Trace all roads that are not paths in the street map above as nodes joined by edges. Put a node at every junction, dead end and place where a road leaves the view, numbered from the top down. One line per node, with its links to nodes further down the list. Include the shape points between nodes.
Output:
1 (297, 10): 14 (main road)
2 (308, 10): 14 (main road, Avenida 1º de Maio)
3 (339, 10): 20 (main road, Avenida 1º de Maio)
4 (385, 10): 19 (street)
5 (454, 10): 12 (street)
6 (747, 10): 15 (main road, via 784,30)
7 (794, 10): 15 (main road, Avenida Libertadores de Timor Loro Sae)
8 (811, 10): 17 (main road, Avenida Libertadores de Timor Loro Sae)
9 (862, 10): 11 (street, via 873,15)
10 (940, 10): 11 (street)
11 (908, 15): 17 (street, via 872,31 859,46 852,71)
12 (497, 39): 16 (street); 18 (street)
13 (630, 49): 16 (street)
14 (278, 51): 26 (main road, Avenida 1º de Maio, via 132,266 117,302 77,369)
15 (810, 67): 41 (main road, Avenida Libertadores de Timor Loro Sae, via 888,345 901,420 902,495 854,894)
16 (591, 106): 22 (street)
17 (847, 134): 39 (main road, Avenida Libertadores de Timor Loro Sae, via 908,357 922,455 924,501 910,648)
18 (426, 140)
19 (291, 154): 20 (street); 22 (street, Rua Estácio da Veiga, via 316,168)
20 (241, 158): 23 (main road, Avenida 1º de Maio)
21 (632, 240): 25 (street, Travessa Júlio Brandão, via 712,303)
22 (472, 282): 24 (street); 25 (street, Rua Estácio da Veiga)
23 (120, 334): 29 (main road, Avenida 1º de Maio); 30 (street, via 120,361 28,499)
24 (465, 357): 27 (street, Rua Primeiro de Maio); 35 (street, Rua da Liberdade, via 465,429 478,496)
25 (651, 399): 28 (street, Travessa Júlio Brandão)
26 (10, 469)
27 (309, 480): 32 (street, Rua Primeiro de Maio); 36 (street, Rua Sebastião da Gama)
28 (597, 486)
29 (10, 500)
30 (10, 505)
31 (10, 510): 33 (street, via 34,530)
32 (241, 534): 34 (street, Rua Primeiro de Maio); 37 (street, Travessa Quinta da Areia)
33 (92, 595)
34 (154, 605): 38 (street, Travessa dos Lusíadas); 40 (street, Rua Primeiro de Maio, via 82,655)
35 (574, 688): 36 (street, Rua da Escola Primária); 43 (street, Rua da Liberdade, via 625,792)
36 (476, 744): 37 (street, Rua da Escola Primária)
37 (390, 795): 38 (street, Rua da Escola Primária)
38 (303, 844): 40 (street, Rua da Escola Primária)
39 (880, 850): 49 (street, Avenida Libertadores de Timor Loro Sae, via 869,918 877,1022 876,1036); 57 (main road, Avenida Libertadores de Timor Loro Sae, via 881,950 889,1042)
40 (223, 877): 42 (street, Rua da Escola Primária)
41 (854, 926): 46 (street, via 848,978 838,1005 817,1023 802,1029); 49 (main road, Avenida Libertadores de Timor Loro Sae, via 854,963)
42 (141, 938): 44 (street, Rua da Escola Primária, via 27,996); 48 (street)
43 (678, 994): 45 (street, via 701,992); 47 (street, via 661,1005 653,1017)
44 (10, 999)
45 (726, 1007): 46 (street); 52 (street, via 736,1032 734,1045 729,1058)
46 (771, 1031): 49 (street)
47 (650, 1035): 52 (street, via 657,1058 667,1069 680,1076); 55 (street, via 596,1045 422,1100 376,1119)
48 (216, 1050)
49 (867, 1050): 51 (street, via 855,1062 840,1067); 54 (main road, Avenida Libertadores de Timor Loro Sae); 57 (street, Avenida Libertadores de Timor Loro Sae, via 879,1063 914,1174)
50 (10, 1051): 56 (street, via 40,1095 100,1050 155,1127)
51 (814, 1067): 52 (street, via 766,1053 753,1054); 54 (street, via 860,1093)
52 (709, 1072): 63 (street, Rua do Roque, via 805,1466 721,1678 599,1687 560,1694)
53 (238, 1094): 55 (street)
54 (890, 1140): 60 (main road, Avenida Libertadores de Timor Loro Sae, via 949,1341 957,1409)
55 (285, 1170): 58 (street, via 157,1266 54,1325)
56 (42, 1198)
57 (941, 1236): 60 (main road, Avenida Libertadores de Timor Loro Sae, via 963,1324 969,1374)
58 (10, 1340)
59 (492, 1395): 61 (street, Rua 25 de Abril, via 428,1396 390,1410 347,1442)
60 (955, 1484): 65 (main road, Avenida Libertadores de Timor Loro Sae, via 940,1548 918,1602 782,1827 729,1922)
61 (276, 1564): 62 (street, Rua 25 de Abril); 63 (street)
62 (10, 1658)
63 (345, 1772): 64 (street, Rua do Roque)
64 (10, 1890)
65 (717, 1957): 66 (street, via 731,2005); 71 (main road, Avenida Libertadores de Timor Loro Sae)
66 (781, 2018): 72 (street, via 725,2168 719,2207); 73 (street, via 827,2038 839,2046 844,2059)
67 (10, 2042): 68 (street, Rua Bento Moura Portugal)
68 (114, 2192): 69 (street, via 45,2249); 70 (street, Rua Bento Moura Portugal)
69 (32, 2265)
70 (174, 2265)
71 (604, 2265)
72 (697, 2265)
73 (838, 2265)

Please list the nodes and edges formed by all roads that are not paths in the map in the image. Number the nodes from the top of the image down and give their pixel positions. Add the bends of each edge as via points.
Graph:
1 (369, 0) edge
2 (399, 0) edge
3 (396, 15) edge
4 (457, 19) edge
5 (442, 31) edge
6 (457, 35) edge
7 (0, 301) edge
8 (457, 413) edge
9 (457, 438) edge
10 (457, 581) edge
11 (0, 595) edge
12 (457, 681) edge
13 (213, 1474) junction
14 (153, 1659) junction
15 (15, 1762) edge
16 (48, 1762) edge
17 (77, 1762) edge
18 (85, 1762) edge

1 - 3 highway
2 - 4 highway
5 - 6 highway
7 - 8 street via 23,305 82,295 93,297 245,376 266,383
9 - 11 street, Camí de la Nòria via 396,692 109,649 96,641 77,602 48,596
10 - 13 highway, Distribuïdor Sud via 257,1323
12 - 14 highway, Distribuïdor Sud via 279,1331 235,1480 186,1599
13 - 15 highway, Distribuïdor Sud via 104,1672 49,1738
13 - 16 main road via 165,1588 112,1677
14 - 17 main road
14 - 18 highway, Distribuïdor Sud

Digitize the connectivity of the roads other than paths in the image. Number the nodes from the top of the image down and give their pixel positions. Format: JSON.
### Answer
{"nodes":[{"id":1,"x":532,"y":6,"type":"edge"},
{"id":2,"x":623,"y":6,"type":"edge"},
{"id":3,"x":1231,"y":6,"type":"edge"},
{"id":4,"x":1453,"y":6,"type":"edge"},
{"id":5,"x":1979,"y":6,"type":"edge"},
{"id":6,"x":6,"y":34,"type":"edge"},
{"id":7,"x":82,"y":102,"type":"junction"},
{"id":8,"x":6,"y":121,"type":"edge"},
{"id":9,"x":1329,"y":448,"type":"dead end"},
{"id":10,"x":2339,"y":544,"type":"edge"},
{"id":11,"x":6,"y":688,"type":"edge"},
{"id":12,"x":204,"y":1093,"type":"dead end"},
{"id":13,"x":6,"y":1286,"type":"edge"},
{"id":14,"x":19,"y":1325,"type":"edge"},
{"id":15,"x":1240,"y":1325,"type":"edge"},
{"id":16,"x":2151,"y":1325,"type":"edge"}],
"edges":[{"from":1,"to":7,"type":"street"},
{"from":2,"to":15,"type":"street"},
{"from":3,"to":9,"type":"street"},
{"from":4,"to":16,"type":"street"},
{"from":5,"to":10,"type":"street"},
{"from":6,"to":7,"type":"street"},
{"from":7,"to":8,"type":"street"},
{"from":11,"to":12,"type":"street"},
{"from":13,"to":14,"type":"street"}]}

◆ REQUIRED WORK ◆
In the entries above, identify each line that includes the string "Maio", then copy it.

◆ RESULT OF THE TASK ◆
2 (308, 10): 14 (main road, Avenida 1º de Maio)
3 (339, 10): 20 (main road, Avenida 1º de Maio)
14 (278, 51): 26 (main road, Avenida 1º de Maio, via 132,266 117,302 77,369)
20 (241, 158): 23 (main road, Avenida 1º de Maio)
23 (120, 334): 29 (main road, Avenida 1º de Maio); 30 (street, via 120,361 28,499)
24 (465, 357): 27 (street, Rua Primeiro de Maio); 35 (street, Rua da Liberdade, via 465,429 478,496)
27 (309, 480): 32 (street, Rua Primeiro de Maio); 36 (street, Rua Sebastião da Gama)
32 (241, 534): 34 (street, Rua Primeiro de Maio); 37 (street, Travessa Quinta da Areia)
34 (154, 605): 38 (street, Travessa dos Lusíadas); 40 (street, Rua Primeiro de Maio, via 82,655)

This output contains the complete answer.